■ **Action item**: What lines in the records below include the word "roads"? Return each one.

■ **Data supplied**:
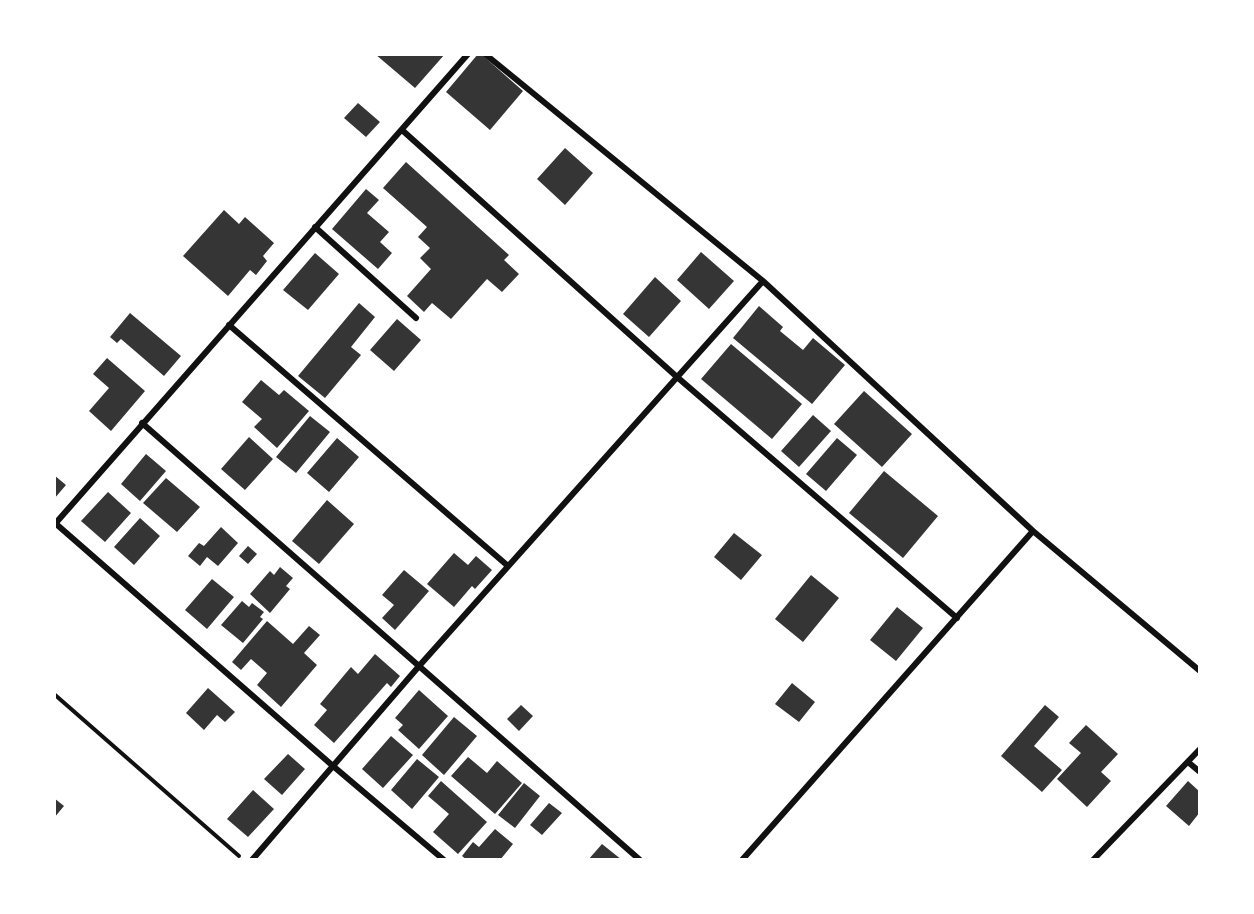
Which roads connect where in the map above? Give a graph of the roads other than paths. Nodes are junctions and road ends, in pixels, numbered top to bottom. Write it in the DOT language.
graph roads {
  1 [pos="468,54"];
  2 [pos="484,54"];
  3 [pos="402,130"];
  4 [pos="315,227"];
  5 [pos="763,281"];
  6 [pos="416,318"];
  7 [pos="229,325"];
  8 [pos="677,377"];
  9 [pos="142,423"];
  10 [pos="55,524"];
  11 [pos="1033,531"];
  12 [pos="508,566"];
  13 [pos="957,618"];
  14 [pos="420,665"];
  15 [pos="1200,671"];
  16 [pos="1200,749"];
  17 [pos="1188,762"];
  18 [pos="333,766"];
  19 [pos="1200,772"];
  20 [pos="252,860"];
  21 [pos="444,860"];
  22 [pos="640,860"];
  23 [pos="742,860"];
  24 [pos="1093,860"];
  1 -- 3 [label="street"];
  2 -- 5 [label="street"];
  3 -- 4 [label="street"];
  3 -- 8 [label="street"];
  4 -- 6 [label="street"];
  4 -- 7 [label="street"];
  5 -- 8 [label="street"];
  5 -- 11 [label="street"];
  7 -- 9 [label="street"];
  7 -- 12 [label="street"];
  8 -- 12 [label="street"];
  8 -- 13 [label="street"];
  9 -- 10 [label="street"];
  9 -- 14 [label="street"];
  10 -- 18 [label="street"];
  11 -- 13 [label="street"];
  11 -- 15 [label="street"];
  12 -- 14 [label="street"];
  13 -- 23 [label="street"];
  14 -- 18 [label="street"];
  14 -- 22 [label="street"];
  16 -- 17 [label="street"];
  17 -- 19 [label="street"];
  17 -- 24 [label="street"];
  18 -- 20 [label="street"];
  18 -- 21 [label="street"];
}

■ **Finished task**:
Which roads connect where in the map above? Give a graph of the roads other than paths. Nodes are junctions and road ends, in pixels, numbered top to bottom. Write it in the DOT language.
graph roads {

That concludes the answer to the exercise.